__Problem__
Search the records for the word "labels" and report each line that has it.

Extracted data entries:

=== Begin Enclosure ===

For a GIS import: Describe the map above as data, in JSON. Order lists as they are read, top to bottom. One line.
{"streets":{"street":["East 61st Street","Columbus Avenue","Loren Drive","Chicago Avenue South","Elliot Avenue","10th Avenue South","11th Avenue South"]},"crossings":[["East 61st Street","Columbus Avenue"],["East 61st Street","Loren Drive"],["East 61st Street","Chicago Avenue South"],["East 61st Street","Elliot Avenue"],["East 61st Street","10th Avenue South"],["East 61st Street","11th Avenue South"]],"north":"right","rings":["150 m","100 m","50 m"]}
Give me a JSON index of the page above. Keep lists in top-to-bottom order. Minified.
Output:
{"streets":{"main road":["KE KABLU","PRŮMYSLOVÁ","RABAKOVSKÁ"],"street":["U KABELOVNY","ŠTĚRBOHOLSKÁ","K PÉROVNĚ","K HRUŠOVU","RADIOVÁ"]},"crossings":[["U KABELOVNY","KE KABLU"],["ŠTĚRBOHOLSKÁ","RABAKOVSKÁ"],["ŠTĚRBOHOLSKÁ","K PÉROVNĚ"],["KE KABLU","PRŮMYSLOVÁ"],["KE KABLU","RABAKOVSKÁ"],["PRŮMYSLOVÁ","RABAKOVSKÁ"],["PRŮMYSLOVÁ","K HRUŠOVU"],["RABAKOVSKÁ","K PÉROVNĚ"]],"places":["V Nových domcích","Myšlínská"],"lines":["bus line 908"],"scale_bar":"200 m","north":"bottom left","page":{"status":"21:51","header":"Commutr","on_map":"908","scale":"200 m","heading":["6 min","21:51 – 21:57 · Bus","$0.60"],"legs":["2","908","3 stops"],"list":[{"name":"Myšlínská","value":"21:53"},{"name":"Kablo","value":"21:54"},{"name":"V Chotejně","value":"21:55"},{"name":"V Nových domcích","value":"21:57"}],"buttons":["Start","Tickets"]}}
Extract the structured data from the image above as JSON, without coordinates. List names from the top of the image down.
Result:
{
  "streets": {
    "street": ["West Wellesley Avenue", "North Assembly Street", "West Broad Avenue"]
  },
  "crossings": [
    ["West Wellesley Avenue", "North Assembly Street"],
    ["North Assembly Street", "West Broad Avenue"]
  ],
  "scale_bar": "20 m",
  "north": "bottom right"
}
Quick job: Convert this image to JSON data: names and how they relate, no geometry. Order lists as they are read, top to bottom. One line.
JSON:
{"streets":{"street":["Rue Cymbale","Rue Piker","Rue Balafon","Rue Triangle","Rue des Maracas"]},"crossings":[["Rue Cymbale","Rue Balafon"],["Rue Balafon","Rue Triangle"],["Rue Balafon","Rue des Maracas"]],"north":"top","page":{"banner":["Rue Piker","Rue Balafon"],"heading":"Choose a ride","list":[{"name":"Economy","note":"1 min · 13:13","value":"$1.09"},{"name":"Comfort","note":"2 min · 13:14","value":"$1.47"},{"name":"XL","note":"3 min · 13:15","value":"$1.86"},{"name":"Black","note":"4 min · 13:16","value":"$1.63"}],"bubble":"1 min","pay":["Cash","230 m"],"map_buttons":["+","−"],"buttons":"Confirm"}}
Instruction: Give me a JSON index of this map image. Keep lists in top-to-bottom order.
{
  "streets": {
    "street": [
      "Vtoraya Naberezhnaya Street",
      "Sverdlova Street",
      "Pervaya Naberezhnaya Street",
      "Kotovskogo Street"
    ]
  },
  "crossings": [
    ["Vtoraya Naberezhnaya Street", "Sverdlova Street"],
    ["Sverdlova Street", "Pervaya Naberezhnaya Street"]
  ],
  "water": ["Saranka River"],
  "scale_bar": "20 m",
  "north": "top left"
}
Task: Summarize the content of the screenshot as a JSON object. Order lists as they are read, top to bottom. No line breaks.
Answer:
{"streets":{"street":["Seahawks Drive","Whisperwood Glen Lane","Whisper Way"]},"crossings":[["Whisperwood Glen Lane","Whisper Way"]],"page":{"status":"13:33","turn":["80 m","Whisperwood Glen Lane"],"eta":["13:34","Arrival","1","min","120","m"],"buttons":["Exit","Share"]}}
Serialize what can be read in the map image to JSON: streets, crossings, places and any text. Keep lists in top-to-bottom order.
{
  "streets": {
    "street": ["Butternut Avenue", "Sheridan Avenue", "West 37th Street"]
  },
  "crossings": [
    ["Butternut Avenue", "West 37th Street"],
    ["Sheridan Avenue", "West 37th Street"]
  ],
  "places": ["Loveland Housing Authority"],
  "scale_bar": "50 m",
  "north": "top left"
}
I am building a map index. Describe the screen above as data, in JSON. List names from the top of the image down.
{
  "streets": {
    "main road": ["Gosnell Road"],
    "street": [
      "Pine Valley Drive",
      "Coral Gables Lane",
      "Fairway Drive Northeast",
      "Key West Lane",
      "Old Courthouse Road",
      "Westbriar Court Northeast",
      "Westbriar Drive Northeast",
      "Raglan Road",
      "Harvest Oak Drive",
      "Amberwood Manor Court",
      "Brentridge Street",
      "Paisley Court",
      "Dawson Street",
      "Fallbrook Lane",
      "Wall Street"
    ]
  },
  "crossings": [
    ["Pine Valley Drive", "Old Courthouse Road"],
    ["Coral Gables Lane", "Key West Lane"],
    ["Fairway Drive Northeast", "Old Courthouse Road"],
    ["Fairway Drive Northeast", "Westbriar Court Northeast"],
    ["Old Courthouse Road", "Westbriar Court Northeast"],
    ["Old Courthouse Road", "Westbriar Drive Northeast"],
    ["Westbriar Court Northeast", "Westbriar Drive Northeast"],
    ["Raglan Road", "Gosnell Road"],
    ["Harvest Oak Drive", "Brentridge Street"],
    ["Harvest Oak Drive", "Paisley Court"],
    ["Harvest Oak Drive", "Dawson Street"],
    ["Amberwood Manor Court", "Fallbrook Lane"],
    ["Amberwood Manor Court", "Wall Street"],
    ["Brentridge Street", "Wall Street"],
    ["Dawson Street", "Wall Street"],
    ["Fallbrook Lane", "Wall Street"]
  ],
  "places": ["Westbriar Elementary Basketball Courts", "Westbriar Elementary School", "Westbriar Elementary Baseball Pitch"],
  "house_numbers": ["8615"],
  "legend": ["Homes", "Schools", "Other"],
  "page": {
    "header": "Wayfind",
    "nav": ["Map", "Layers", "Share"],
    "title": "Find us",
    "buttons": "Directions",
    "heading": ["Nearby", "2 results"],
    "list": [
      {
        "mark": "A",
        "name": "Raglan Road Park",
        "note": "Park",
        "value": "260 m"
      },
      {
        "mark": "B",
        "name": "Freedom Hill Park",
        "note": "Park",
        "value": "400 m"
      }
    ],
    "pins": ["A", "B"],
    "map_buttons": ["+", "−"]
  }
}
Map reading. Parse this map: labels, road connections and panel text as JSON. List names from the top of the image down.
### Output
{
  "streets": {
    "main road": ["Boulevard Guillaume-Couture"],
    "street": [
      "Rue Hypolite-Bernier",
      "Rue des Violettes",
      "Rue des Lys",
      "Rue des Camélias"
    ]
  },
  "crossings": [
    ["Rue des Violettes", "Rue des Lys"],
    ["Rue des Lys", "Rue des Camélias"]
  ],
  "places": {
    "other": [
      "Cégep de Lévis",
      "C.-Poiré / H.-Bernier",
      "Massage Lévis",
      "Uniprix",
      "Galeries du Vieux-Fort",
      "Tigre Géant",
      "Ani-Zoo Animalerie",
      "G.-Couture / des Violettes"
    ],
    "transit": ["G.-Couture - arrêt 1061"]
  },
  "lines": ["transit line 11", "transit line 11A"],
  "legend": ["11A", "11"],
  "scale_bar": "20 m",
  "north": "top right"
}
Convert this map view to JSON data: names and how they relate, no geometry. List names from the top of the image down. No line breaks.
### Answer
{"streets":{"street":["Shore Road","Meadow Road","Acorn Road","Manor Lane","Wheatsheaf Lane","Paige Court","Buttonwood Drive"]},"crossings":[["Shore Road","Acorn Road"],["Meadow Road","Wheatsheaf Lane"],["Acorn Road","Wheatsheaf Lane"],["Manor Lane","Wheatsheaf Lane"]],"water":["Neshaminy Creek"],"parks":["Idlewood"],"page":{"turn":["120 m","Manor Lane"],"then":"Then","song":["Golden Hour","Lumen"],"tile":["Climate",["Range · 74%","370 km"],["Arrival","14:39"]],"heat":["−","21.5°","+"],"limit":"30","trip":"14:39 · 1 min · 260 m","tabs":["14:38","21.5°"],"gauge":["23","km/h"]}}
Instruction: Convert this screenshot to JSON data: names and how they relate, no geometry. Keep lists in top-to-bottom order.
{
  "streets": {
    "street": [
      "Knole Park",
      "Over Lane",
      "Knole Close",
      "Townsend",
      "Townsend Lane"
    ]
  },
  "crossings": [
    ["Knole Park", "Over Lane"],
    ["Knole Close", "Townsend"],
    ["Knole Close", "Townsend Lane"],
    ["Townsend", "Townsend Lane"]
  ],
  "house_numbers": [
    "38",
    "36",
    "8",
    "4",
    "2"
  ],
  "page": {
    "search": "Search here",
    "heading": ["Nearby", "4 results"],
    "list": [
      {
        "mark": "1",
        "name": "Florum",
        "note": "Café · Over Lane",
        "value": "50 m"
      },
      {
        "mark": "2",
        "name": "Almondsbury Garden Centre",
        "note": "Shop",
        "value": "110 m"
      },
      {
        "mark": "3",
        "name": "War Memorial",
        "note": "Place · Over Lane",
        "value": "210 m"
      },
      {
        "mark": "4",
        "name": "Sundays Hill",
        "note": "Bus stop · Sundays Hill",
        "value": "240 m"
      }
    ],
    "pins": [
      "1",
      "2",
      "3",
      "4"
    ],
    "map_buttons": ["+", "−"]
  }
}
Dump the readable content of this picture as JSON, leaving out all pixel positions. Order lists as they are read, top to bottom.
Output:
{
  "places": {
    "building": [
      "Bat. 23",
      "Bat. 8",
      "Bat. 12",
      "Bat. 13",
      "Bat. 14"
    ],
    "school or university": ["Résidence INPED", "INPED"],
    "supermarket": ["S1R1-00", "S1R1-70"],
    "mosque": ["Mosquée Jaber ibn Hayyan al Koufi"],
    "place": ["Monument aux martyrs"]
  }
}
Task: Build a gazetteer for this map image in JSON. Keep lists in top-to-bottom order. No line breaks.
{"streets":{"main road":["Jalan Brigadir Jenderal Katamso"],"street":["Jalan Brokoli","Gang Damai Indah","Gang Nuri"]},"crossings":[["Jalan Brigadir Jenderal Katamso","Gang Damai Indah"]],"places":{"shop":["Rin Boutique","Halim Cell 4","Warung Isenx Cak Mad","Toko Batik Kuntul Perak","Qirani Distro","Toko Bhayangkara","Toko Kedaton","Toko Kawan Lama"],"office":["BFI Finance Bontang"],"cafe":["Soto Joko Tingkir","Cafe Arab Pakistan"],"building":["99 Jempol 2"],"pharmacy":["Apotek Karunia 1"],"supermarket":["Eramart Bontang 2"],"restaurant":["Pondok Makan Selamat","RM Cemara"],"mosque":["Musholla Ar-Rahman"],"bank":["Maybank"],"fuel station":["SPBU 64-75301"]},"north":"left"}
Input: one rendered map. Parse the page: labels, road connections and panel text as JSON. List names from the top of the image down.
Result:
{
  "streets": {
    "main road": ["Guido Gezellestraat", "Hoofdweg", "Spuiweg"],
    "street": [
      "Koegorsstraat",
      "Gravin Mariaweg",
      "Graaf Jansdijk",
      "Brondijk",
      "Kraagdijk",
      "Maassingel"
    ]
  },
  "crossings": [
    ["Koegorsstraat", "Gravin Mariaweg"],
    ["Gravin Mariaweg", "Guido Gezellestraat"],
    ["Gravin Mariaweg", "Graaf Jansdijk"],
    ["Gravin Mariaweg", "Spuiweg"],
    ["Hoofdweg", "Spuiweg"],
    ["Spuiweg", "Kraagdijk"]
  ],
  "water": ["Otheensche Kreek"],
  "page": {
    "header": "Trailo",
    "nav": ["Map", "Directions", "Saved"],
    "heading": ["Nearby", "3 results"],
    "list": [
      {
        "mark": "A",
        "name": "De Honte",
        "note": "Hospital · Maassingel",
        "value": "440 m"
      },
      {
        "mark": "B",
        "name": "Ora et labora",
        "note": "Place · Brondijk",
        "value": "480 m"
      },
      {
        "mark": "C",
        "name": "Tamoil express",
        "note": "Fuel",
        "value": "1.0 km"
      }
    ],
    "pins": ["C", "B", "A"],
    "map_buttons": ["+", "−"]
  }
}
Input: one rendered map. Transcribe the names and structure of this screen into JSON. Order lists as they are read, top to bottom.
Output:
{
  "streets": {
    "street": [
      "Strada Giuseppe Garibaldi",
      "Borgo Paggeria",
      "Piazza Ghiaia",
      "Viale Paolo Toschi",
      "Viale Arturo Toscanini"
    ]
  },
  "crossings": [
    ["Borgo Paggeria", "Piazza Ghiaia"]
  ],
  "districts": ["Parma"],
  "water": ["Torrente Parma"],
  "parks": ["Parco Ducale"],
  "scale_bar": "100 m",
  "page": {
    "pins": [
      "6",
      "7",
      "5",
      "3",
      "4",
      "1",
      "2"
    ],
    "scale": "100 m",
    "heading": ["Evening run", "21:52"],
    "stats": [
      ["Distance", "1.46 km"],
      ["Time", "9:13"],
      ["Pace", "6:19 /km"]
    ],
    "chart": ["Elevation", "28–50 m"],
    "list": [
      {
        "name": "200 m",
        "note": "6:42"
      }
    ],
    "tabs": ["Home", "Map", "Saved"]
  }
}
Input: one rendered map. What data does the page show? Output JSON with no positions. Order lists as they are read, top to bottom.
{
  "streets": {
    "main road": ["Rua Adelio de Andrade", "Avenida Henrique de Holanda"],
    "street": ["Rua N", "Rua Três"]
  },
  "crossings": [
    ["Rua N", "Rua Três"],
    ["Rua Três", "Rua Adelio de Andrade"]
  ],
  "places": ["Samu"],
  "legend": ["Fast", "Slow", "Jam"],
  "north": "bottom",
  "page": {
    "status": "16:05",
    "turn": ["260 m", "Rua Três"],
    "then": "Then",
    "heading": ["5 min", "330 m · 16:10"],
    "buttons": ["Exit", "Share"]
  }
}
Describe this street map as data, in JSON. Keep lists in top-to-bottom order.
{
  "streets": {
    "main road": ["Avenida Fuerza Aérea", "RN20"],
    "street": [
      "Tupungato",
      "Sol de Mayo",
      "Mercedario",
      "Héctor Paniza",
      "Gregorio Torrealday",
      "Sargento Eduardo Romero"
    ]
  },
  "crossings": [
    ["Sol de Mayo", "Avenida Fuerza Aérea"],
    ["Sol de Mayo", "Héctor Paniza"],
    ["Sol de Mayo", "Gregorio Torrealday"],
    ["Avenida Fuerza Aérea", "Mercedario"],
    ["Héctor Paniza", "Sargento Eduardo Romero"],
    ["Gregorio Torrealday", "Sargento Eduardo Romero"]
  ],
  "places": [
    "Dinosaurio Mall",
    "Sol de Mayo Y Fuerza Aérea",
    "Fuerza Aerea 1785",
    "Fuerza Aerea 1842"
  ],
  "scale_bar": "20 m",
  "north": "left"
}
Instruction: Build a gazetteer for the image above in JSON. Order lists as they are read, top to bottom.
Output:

=== End Enclosure ===

__Exercise solution__
Map reading. Parse this map: labels, road connections and panel text as JSON. List names from the top of the image down.
Input: one rendered map. Parse the page: labels, road connections and panel text as JSON. List names from the top of the image down.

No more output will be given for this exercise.